Note you misspelled the --num_gpus command line argument as --num_gus, which will cause only 1 GPU to be used. I'll submit a fix that causes invalid arguments to throw an error.
I cannot reproduce the other errors, either with --num_gusor --num_gpus. Can you try finding the minimal amount of command line arguments needed to reproduce the errors, and see what command line arguments cause the error to occur?
@reedwm Thank you for your help. It is a mistake when I wrote the question, I used the --num_gpus in my test.
And I have another question, can distributed_replicated and distributed_all_reduce modes be used within a single machine ? How to use? What is the worker_hosts and ps_hosts?
Thanks very much!
@reedwm I deleted the command line argument --xla True, it is OK now. Thanks!
distributed_replicated and distributed_all_reduce should be used on multiple machines.
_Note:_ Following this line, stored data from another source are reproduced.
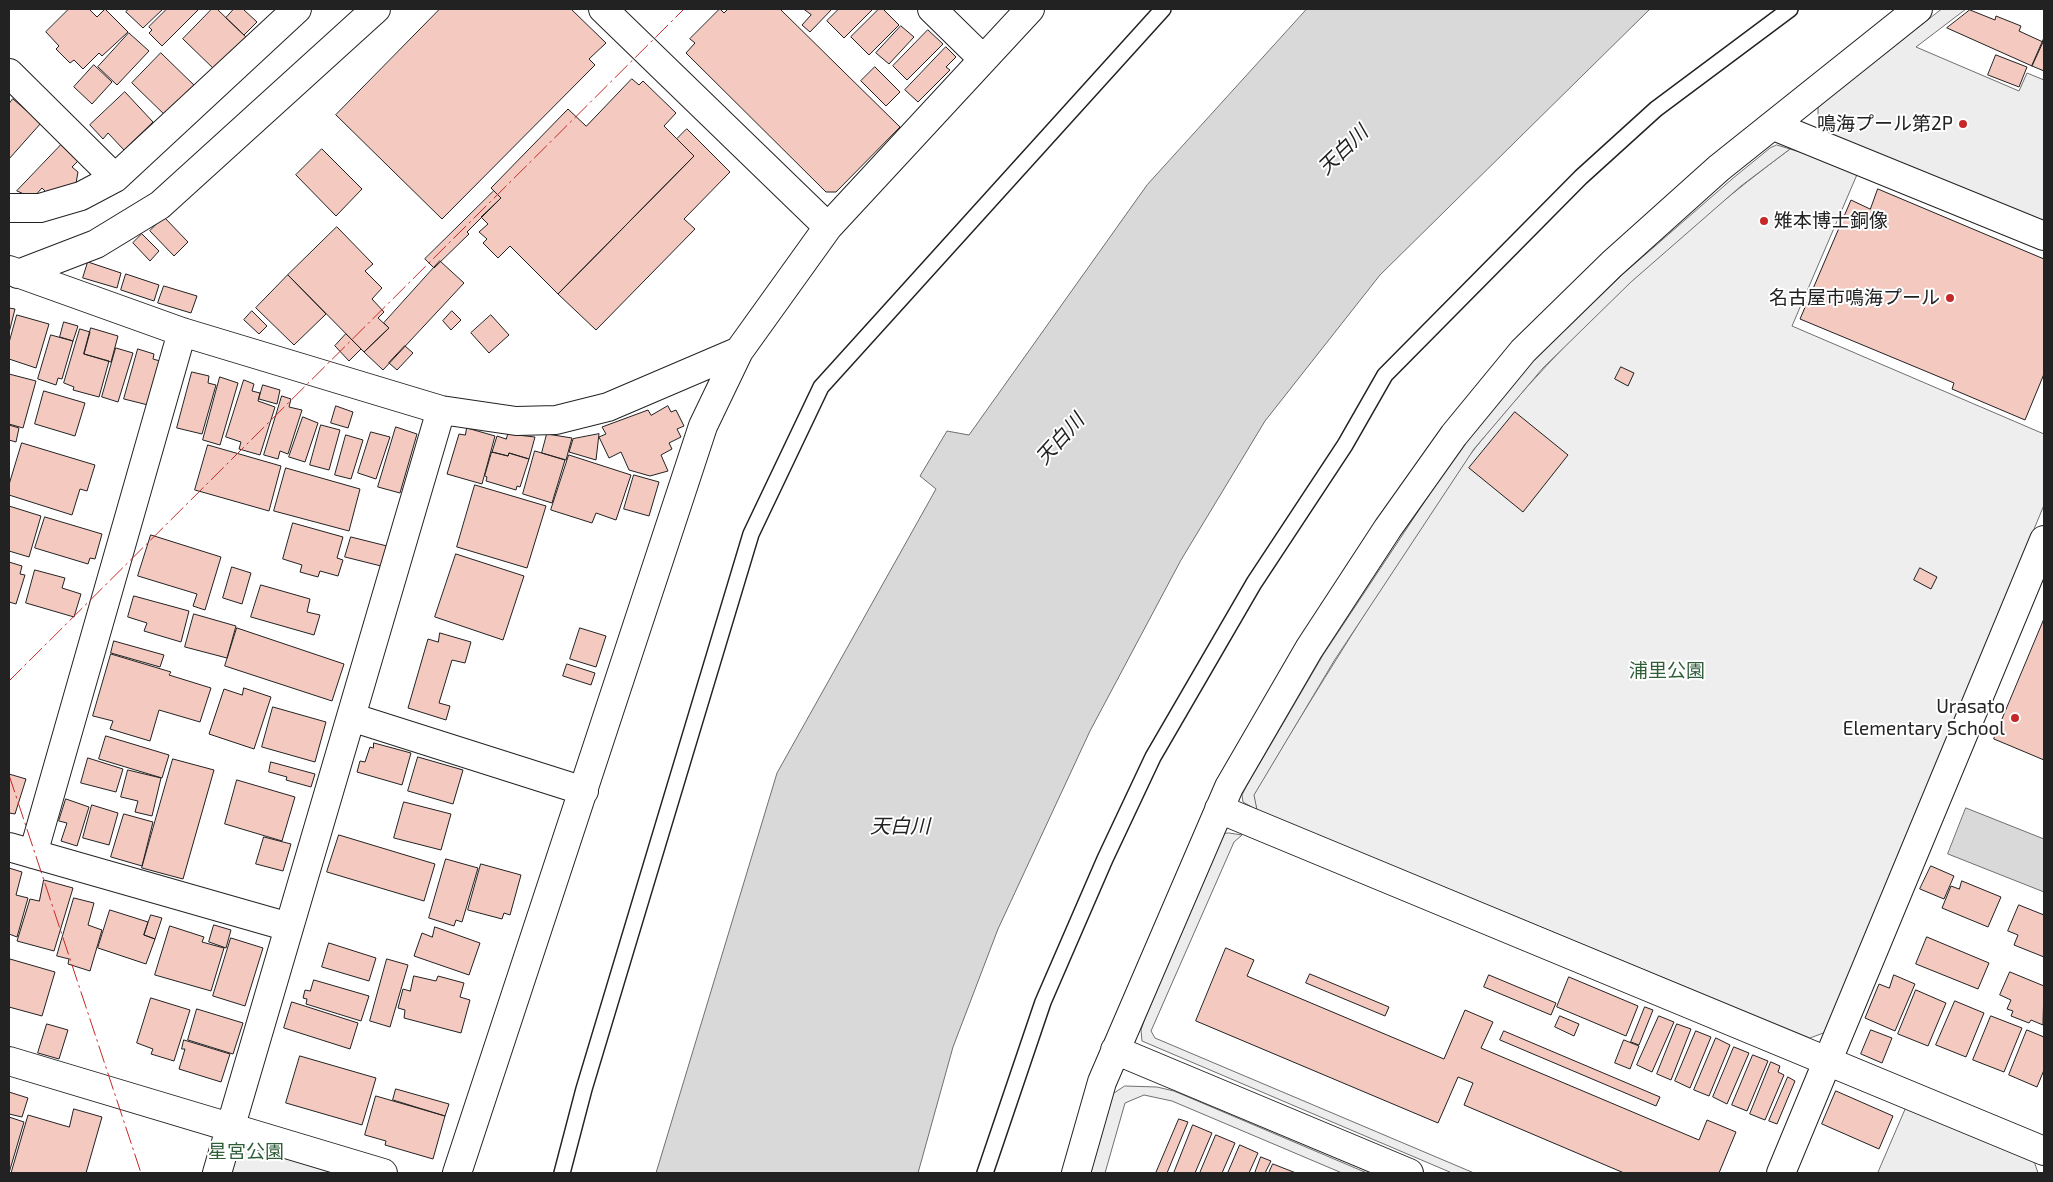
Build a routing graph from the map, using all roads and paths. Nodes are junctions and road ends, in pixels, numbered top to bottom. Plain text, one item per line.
1 (376, 9) edge
2 (603, 9) edge
3 (932, 9) edge
4 (1030, 9) edge
5 (1163, 9) edge
6 (1790, 9) edge
7 (1918, 9) edge
8 (285, 12) edge
9 (984, 59) junction
10 (9, 73) edge
11 (1774, 126) junction
12 (115, 178) junction
13 (9, 208) edge
14 (828, 227) junction
15 (2044, 236) edge
16 (14, 272) edge
17 (182, 332) junction
18 (739, 351) junction
19 (441, 410) junction
20 (2044, 543) edge
21 (351, 717) junction
22 (584, 791) junction
23 (1219, 809) junction
24 (21, 851) edge
25 (289, 927) junction
26 (1115, 1050) junction
27 (9, 1061) edge
28 (1828, 1061) junction
29 (231, 1126) junction
30 (2044, 1151) edge
31 (217, 1173) edge
32 (383, 1173) edge
33 (457, 1173) edge
34 (562, 1173) edge
35 (985, 1173) edge
36 (1076, 1173) edge
37 (1409, 1173) edge
38 (1782, 1173) edge

1 - 16 street
2 - 14 street
3 - 9 street
4 - 9 street
5 - 34 lane
6 - 35 lane
7 - 11 street
8 - 12 street
9 - 14 street
10 - 12 street
11 - 15 street
11 - 23 street
12 - 13 street
14 - 18 street
16 - 17 street
17 - 19 street
17 - 24 street
18 - 19 street
18 - 22 street
19 - 21 street
20 - 28 street
21 - 22 street
21 - 25 street
22 - 33 street
23 - 26 street
23 - 28 street
24 - 25 street
25 - 29 street
26 - 36 street
26 - 37 street
27 - 29 street
28 - 30 street
28 - 38 street
29 - 31 street
29 - 32 street

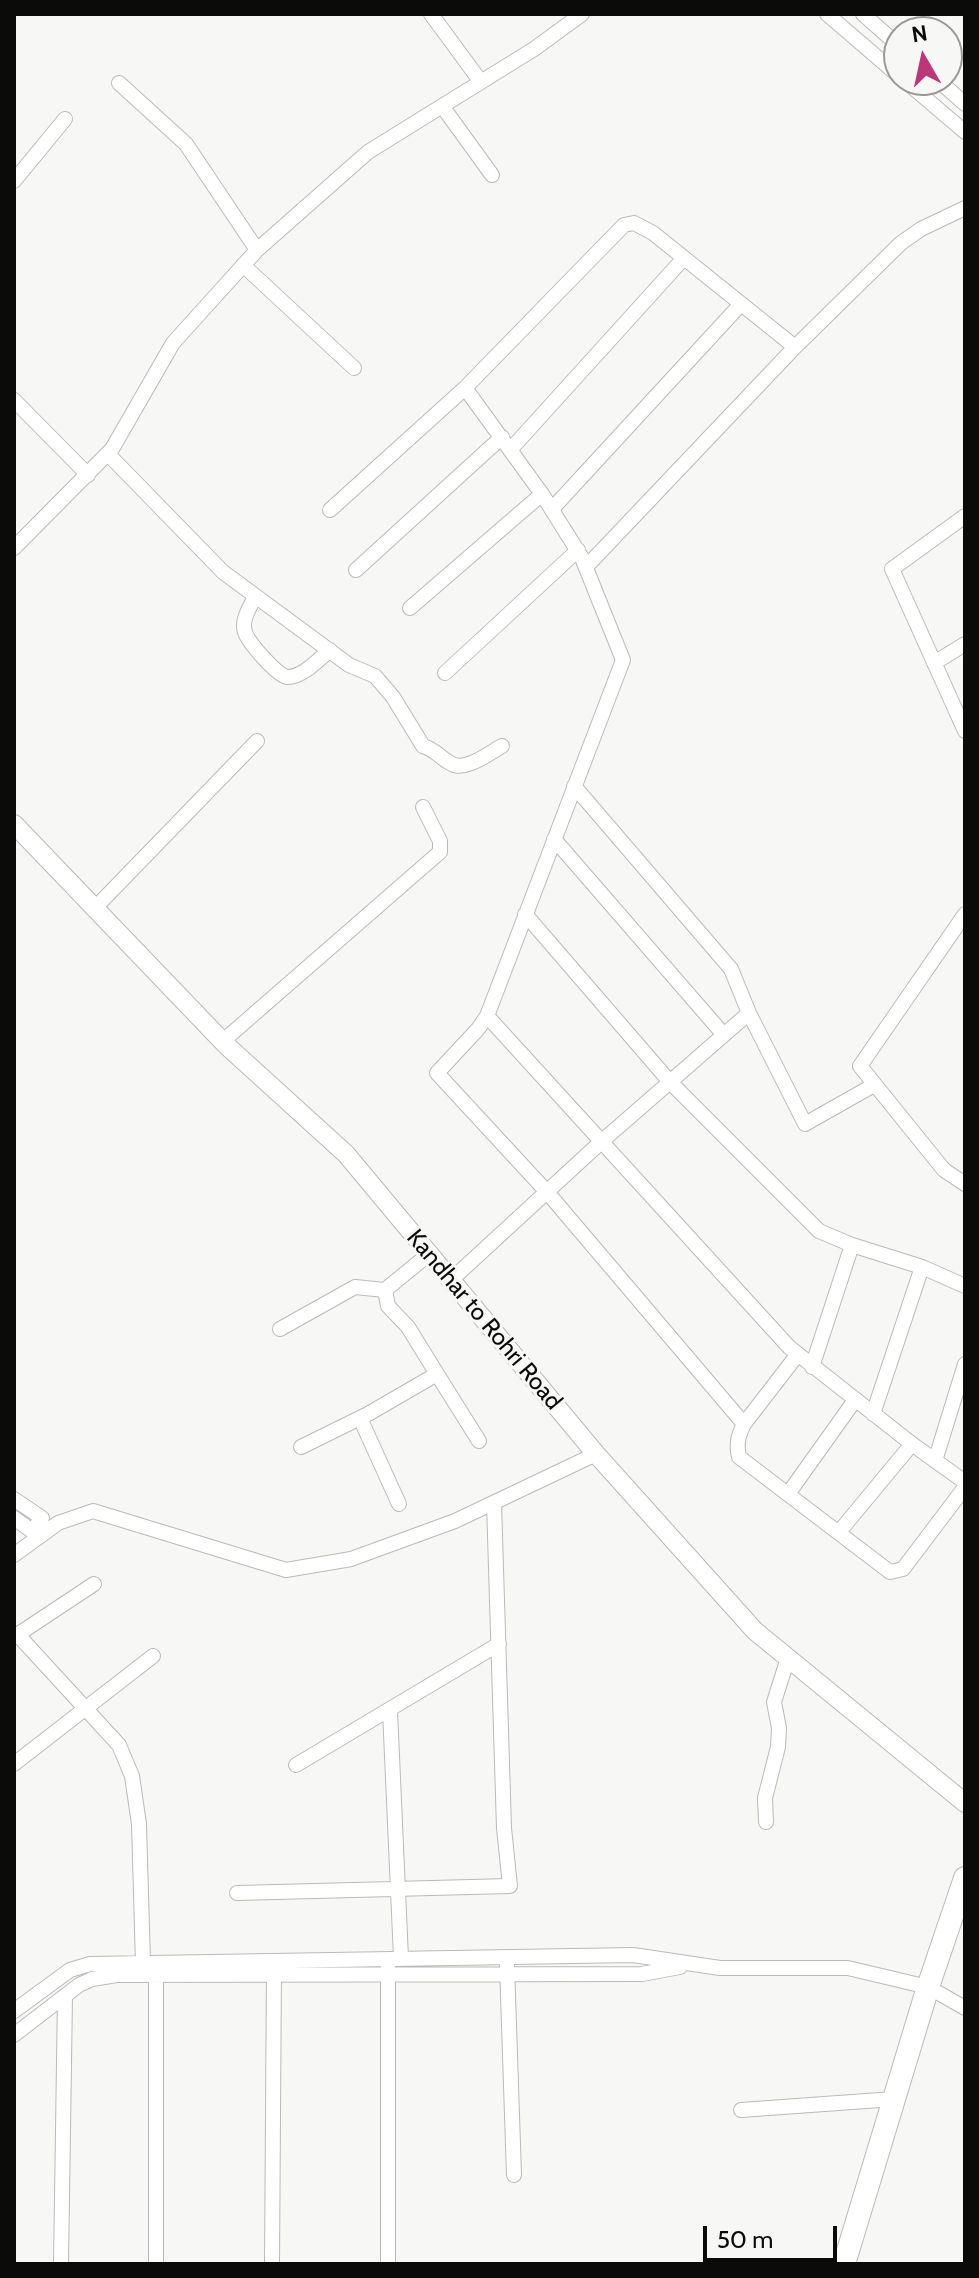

They technically can be run on a single machine, by starting multiple processes and setting --gpu_memory_frac_for_testing, but the only reason to do so is for testing and debugging, and it will be slower than replicated. You can set --worker_hosts to something like localhost:1234,localhost:1235 and similarly for --ps_hosts, if running on a single machine.
I'm not sure why setting --xla True causes an error. If you ever find any more information on the issue, please update this issue.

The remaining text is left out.